According to the filing, PGE would be spun off into a third independent company owned by Enron creditors with an independent board of directors and PGE's current management.

"We feel that those are both good options because at the end of the day, we're separated from Enron and we would continue to be an independent company headquartered in Oregon," said Kregg Arntson, PGE spokesman.

Enron has fielded a number of bids for PGE in the past 10 months, but so far has found them inadequate. Under the stock redistribution plan, Enron's creditors can maximize their payout by waiting for a more lucrative deal and selling PGE later.

The city of Portland, whose bid for PGE was rejected by Enron, said the cost of future investigations, lawsuits and potential fines would trickle down to PGE's nearly 750,000 customers in the form of higher electricity rates.

"Enron's management may see this as a way to pass off the cost of PGE's liabilities to the rest of us," said Commissioner Erik Sten. "We need to make sure that Oregon's interests are presented clearly."

City officials said they haven't given up on a PGE purchase.

Their options could include taking a city bid directly to creditors and convincing them to sell PGE or exercising the city's power of eminent domain by moving to condemn and take over the utility's assets.

Condemnation is a "legally murky" area because experts disagree on whether the city would also be able to take over PGE's out-of-state generating resources, such as its coal plant in Wyoming, said Bob Valdez, spokesman for the state's Public Utilities Commission.

Without those plants, the utility's already weak generating capacity would be further reduced, forcing PGE to buy more than 50 percent of its power on the volatile wholesale market, he said.

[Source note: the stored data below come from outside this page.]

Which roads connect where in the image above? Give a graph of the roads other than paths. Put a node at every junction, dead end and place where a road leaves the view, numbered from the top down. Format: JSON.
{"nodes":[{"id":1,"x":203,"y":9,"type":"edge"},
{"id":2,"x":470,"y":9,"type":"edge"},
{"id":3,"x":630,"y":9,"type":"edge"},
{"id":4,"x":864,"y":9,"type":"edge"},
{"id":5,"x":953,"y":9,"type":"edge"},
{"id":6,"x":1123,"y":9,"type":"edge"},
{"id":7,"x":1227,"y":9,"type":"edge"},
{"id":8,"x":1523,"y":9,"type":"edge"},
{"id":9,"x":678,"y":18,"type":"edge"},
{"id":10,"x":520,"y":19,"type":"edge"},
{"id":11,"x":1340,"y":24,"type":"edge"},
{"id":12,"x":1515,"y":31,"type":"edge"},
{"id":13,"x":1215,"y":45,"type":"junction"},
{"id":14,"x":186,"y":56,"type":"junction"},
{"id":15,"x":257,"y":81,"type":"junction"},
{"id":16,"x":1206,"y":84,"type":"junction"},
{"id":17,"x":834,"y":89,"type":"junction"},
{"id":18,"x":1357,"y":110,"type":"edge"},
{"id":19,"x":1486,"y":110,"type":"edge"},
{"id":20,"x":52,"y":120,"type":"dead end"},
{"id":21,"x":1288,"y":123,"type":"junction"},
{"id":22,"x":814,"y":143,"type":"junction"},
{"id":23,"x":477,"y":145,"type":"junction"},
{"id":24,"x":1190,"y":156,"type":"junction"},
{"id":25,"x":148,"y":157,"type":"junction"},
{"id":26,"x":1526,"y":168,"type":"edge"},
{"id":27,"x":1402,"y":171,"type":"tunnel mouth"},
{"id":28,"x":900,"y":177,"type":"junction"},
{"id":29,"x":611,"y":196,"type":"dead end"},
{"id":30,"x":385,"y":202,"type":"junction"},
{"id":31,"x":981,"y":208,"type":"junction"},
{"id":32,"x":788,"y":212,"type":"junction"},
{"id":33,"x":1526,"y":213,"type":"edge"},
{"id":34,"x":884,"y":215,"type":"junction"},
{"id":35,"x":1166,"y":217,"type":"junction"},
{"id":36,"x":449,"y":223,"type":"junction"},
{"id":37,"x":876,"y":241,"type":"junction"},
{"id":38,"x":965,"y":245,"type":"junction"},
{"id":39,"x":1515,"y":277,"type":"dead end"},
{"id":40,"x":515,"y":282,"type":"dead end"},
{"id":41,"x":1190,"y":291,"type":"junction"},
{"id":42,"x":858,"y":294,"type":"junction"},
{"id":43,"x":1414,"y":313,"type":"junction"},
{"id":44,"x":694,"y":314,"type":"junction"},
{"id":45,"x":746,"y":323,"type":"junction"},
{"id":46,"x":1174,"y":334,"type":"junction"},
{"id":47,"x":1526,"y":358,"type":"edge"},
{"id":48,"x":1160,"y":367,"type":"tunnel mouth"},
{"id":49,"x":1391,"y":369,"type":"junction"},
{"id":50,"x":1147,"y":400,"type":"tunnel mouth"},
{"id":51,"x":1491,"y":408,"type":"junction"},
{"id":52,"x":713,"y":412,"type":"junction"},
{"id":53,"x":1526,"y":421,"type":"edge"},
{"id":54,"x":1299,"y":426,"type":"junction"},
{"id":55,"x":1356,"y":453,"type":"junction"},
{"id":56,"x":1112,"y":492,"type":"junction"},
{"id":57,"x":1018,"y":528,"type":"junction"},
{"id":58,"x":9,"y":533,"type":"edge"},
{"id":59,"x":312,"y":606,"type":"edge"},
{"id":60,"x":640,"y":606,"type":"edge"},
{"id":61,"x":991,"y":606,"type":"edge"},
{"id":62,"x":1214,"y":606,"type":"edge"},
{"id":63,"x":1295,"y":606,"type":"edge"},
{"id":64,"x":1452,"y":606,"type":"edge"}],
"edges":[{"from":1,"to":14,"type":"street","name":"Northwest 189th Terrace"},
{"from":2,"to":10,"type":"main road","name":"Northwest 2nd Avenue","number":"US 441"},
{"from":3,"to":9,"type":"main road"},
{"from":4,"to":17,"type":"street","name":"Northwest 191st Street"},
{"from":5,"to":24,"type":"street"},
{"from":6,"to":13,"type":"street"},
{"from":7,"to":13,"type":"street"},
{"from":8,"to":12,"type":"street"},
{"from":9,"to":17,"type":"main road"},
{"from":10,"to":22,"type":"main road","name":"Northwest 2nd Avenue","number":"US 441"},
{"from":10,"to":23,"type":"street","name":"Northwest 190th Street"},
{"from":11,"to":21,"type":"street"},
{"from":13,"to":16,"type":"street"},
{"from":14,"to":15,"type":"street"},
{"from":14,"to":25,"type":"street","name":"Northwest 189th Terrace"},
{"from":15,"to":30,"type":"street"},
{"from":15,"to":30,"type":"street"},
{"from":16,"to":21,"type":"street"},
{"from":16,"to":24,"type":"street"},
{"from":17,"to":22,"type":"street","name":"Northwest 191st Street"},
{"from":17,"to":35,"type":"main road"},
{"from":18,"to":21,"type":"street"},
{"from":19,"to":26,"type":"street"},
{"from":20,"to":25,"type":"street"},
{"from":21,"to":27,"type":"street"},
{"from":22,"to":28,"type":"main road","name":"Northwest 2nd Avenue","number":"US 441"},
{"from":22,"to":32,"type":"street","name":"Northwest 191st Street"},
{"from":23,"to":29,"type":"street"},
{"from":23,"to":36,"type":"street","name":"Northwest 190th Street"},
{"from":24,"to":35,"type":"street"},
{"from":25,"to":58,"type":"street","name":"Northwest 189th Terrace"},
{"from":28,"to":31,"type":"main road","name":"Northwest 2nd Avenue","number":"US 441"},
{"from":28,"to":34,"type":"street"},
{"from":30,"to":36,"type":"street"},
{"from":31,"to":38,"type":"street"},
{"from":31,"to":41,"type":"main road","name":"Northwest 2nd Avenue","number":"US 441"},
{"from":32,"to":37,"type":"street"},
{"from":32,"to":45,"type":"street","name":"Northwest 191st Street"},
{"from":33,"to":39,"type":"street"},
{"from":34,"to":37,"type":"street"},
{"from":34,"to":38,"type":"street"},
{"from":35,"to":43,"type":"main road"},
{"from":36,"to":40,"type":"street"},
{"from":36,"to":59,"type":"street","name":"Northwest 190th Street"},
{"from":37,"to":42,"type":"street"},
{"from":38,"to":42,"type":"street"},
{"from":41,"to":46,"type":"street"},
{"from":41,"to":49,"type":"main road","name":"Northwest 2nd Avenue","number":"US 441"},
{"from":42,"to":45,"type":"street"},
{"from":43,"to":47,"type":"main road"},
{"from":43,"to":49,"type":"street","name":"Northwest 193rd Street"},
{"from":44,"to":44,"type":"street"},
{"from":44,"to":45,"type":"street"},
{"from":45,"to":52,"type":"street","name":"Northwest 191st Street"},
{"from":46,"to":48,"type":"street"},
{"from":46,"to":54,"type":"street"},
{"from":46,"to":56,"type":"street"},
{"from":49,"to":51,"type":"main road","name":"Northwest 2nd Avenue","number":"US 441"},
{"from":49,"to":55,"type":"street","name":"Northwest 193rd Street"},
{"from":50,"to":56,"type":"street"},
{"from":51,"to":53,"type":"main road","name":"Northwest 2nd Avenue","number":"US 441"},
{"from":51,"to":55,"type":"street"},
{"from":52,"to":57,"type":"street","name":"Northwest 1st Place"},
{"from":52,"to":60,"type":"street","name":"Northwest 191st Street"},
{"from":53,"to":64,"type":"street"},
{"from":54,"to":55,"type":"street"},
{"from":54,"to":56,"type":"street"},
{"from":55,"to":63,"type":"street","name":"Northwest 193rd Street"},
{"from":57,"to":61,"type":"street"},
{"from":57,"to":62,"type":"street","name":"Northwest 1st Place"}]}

"If people are trying to create less uncertainty, than condemnation is not the way to do it," said Arntson, the PGE spokesman. "We're talking years of litigation and millions of dollars in legal fees."

John Ambler, spokesman for Enron, said the cost of liabilities would not be passed on to ratepayers under a new company.

"PGE is responsible for the liabilities it creates, but it's not responsible for the general liability of Enron," he said.

Oregon's PUC must also sign off on any rate increases caused by liabilities, something they would likely refuse to do, Arntson said.

Bob Jenks, executive director of the Citizens' Utility Board, a Portland watchdog group, said plans to redistribute stock to creditors doesn't provide the long-term stability that PGE needs.

"It's hard to see what ratepayers get out of the deal," Jenks said.

Any sale of PGE to a private purchaser would require the commission's approval; Enron's reorganization plan must also be approved by bankruptcy court.

Enron, No. 7 on the Fortune 500 in 2000, went bankrupt in December 2001 amid crippling revelations of hidden debt, inflated profits and vastly complicated accounting schemes designed to support its facade of robust financial health. Thousands of employees abruptly lost their jobs and stock that once traded at $90 shrank to pennies.